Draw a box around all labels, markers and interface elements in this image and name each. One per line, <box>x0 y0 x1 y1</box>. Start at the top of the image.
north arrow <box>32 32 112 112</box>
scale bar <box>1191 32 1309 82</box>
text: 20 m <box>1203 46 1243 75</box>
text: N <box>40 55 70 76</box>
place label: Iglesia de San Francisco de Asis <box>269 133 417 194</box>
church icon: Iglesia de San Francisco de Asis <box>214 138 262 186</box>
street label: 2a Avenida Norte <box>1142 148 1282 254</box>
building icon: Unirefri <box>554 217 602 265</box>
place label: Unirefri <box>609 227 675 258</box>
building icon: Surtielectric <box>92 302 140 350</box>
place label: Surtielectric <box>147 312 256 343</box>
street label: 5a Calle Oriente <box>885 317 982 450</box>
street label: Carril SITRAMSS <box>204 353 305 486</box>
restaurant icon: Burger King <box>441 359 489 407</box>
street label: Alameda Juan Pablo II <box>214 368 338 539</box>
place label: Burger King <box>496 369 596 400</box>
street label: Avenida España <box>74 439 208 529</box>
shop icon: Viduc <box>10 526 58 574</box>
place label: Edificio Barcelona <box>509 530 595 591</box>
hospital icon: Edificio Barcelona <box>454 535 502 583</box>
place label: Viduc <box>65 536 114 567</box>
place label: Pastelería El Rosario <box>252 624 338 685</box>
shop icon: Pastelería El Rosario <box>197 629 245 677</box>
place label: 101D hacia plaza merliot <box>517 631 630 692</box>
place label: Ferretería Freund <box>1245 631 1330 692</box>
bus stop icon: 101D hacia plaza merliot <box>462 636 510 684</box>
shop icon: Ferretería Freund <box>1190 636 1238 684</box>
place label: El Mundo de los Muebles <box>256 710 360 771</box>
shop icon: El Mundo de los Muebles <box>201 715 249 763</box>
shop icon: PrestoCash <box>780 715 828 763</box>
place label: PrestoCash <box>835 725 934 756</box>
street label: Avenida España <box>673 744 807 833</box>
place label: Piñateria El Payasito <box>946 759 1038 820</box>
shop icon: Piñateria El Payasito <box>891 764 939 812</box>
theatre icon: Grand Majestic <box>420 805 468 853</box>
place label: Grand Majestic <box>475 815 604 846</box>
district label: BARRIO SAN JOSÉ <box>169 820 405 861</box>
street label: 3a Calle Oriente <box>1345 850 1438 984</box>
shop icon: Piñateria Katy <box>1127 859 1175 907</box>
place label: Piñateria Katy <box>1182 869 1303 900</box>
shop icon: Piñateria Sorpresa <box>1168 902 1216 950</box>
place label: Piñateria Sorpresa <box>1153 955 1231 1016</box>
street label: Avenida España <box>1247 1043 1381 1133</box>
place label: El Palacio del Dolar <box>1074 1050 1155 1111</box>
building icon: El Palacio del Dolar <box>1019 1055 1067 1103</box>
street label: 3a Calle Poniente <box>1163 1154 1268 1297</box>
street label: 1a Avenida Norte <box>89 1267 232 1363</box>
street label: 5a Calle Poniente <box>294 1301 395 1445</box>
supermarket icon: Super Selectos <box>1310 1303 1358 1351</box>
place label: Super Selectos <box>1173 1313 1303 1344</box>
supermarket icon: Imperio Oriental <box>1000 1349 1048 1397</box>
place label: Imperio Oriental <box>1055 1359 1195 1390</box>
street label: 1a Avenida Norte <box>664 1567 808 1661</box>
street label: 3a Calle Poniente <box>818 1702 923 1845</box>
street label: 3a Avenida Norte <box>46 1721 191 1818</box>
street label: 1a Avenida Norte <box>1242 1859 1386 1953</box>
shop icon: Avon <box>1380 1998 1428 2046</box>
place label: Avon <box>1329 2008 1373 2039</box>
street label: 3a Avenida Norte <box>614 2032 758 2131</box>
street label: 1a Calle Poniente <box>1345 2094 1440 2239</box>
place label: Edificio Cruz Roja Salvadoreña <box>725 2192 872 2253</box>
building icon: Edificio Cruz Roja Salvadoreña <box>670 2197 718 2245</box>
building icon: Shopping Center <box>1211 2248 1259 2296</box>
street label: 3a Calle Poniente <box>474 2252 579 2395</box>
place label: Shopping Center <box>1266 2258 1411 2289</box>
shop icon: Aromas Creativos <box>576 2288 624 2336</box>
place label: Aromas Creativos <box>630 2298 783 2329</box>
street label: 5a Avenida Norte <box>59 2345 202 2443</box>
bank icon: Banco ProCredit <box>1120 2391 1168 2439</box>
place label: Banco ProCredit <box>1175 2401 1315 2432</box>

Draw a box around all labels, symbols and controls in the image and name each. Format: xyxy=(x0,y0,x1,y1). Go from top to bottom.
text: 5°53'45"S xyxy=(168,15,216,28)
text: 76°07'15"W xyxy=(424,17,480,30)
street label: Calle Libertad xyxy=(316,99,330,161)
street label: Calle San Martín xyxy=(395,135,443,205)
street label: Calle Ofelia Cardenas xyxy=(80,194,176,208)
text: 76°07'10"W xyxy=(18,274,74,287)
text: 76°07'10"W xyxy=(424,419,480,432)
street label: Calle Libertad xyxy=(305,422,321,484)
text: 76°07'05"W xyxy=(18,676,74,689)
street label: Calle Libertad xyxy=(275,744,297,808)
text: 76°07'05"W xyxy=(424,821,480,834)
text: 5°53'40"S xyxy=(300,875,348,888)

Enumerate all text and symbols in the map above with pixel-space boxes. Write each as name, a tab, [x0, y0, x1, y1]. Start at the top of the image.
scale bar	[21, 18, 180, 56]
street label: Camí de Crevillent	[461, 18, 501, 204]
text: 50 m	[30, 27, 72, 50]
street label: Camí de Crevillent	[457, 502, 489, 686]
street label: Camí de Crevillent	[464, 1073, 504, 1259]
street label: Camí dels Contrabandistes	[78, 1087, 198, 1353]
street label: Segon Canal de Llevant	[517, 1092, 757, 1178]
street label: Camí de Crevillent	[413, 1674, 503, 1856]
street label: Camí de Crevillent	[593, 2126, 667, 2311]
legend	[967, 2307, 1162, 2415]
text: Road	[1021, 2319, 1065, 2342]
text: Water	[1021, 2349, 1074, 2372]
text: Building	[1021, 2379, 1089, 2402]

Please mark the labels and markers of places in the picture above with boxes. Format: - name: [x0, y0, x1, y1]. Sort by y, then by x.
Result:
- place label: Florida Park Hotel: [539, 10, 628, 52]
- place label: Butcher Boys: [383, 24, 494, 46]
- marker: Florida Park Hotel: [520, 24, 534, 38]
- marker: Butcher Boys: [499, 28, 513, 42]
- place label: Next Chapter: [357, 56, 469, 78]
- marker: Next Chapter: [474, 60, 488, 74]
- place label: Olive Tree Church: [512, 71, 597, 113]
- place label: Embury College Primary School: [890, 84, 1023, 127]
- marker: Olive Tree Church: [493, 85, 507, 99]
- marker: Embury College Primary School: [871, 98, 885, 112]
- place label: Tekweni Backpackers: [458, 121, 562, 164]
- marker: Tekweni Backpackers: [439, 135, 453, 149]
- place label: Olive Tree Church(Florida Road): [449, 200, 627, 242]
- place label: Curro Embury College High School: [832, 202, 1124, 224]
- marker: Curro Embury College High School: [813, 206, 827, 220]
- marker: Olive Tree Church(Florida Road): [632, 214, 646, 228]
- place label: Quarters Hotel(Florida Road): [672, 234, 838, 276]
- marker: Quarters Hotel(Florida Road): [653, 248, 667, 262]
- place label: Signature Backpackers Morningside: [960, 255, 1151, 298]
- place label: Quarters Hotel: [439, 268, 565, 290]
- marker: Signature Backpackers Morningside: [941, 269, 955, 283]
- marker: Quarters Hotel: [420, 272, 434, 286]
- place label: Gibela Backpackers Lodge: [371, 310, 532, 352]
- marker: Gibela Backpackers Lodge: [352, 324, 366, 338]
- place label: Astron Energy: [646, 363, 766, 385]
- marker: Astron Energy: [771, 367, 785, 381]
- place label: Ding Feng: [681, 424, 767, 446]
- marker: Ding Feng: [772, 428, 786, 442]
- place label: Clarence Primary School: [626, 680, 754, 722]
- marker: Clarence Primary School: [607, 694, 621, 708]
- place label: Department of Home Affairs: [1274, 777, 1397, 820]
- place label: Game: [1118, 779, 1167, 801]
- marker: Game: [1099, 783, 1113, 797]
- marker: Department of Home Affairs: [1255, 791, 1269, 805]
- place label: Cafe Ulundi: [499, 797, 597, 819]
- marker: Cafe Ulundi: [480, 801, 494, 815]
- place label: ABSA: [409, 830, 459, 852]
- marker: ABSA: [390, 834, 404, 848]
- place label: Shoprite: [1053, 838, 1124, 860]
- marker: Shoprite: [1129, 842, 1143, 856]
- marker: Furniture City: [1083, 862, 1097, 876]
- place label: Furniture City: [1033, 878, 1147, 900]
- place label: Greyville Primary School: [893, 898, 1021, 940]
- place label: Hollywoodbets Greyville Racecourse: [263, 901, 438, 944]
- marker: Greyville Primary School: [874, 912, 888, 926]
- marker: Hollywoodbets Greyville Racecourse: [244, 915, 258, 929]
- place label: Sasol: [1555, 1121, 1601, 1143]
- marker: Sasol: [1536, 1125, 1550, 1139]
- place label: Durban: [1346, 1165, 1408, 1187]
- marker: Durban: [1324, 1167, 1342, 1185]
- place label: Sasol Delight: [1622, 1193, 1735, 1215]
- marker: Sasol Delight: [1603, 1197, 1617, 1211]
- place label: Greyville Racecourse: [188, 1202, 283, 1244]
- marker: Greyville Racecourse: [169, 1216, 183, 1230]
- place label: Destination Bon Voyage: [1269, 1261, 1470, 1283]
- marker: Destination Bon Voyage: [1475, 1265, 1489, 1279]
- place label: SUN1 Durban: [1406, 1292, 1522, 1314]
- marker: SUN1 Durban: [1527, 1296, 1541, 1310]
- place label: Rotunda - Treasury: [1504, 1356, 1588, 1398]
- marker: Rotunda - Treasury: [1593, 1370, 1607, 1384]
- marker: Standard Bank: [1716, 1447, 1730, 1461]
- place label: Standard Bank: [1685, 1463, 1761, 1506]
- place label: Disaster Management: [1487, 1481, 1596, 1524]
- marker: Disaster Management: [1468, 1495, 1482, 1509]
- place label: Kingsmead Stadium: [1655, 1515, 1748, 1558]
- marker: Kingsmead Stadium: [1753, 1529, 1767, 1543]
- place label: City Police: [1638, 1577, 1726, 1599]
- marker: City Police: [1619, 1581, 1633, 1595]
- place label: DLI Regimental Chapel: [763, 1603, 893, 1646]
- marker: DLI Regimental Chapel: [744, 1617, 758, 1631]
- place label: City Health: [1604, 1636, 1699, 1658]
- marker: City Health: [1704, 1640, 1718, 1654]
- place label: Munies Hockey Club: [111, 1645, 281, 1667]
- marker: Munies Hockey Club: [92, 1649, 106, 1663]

§ **DIRECTIONS FOR THIS TASK**
Take each line above that holds the string "Tekweni" and copy it.

§ **ANSWER SECTION**
- place label: Tekweni Backpackers: [458, 121, 562, 164]
- marker: Tekweni Backpackers: [439, 135, 453, 149]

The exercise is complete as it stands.